## Work request
List all the lines in these records that hold "dead".

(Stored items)

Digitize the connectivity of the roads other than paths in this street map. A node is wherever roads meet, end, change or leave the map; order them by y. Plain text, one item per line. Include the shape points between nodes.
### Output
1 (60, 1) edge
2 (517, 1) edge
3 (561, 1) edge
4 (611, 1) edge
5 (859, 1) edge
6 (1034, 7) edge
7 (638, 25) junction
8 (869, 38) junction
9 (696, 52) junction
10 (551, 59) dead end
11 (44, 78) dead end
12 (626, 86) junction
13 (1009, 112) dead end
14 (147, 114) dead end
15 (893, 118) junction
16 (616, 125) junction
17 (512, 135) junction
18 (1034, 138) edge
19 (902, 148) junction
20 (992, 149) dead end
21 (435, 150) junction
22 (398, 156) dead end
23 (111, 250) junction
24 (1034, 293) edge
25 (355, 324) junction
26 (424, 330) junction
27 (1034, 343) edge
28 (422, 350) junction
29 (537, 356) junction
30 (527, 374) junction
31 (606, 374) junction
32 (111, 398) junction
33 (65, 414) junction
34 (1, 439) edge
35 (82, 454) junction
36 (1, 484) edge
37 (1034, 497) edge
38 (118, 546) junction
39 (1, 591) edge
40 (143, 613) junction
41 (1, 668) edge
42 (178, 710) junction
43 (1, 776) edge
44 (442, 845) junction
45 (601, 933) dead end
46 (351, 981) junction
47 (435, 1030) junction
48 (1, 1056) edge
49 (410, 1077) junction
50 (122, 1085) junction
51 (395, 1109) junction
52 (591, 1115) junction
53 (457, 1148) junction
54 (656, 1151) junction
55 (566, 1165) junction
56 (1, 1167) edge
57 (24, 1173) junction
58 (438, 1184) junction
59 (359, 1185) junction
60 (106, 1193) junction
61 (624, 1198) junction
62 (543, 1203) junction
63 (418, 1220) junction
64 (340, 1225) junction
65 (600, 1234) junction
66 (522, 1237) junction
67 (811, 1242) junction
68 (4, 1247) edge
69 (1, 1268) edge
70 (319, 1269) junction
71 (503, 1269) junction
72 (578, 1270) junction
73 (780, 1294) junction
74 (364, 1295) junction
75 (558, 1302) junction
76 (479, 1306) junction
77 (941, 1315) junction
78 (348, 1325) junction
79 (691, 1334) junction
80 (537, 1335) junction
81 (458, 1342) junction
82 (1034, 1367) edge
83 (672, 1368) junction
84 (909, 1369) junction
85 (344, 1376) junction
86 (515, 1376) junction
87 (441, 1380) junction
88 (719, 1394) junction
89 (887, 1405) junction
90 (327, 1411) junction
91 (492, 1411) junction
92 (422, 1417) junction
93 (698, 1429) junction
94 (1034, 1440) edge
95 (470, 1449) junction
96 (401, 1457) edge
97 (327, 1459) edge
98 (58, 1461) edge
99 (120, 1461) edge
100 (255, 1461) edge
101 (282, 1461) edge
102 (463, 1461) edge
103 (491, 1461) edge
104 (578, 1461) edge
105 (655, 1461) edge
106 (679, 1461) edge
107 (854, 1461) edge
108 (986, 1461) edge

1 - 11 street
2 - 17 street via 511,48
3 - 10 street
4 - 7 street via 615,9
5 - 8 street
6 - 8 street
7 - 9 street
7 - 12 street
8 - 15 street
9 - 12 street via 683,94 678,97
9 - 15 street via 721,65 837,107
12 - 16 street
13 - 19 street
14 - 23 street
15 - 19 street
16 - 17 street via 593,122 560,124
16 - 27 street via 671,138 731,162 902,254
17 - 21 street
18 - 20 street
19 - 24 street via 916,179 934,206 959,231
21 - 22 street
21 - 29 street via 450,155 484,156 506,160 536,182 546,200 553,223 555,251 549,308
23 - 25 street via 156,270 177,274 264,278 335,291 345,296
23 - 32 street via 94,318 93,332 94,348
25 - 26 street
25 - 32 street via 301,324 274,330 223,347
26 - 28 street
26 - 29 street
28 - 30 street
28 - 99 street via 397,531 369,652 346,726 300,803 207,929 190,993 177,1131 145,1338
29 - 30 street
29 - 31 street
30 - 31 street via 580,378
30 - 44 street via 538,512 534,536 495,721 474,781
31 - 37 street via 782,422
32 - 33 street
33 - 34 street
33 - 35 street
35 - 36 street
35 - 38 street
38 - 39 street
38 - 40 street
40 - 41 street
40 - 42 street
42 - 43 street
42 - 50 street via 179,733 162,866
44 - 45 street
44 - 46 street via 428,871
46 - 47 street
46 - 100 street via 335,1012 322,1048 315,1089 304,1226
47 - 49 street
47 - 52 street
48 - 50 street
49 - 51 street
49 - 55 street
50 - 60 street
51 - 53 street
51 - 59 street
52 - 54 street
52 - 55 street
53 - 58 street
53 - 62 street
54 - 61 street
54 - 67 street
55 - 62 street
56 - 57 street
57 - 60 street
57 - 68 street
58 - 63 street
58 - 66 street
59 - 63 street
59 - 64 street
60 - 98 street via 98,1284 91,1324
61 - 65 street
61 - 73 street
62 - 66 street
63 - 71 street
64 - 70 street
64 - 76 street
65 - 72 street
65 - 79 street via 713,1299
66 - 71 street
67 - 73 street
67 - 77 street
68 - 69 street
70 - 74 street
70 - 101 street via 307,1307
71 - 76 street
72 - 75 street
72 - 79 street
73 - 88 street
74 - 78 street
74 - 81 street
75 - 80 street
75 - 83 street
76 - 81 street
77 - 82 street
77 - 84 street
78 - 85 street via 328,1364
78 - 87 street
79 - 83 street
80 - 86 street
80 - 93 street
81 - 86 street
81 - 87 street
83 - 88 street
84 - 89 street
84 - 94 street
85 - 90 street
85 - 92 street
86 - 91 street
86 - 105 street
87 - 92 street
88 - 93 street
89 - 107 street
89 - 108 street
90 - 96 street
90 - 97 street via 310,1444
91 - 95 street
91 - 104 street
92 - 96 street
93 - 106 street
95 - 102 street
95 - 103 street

## Answer to the problem
10 (551, 59) dead end
11 (44, 78) dead end
13 (1009, 112) dead end
14 (147, 114) dead end
20 (992, 149) dead end
22 (398, 156) dead end
45 (601, 933) dead end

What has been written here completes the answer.